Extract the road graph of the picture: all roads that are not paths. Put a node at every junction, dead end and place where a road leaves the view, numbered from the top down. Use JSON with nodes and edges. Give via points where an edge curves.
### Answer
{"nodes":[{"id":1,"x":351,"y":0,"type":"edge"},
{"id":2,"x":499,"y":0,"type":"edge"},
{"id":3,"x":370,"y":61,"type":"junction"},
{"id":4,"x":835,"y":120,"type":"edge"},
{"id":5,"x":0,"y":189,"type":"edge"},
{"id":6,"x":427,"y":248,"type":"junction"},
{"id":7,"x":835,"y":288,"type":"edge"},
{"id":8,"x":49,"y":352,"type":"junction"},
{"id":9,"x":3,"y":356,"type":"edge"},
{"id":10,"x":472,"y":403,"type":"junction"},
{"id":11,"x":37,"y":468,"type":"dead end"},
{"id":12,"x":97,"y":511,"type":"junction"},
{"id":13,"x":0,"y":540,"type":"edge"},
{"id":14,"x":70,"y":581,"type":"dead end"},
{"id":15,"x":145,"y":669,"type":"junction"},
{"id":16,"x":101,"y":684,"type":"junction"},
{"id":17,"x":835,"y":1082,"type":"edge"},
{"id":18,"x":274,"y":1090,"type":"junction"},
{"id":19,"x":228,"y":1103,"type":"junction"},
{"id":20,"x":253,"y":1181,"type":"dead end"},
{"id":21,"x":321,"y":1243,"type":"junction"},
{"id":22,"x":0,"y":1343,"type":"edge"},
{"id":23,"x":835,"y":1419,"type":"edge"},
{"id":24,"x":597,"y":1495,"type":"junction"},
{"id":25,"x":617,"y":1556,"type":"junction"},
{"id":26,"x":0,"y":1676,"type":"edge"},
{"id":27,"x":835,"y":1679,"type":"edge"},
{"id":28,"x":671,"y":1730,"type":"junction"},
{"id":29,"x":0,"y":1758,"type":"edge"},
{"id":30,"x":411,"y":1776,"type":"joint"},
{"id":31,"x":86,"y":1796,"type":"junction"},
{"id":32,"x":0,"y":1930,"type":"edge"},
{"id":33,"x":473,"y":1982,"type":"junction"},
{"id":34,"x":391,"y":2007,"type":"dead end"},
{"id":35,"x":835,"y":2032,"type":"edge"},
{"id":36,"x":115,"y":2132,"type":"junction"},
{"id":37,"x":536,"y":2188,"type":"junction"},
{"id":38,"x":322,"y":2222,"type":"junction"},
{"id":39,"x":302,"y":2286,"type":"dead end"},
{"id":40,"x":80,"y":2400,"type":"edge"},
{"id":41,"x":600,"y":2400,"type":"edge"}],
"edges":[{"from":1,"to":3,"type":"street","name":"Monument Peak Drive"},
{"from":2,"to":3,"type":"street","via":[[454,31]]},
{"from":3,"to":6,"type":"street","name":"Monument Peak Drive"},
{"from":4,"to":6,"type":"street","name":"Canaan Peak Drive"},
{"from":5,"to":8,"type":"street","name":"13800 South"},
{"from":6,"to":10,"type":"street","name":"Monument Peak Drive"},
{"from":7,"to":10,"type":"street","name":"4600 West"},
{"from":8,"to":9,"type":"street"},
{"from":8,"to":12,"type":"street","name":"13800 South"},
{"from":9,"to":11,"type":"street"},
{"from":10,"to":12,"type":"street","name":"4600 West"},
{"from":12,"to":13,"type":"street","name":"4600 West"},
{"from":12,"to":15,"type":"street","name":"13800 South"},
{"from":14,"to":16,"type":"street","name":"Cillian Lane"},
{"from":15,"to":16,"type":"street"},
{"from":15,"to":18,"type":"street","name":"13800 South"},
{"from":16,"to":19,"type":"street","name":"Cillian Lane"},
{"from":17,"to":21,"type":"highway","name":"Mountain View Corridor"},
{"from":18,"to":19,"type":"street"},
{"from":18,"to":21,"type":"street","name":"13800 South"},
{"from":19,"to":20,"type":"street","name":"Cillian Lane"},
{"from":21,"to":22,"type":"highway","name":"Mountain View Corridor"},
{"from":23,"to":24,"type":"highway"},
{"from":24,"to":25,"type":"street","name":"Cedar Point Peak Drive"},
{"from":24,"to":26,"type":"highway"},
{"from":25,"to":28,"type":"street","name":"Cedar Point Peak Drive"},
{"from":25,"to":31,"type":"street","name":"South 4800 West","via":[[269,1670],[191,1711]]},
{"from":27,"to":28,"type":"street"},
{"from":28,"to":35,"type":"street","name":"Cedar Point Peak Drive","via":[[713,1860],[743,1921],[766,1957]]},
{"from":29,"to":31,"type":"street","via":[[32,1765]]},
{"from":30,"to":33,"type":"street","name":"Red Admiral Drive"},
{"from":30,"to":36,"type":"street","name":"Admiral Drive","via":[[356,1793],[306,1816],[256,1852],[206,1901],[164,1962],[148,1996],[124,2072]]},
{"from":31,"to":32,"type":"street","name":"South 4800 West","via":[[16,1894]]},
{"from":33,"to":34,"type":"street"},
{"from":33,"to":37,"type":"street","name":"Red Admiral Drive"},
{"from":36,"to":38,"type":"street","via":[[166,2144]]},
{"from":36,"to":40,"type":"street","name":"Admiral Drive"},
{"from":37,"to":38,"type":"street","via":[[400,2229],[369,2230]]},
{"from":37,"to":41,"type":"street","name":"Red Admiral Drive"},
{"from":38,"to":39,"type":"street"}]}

What you will do |
Please go through the material and return each line where the word "Corridor" appears.

Result for this exercise |
{"from":17,"to":21,"type":"highway","name":"Mountain View Corridor"},
{"from":21,"to":22,"type":"highway","name":"Mountain View Corridor"},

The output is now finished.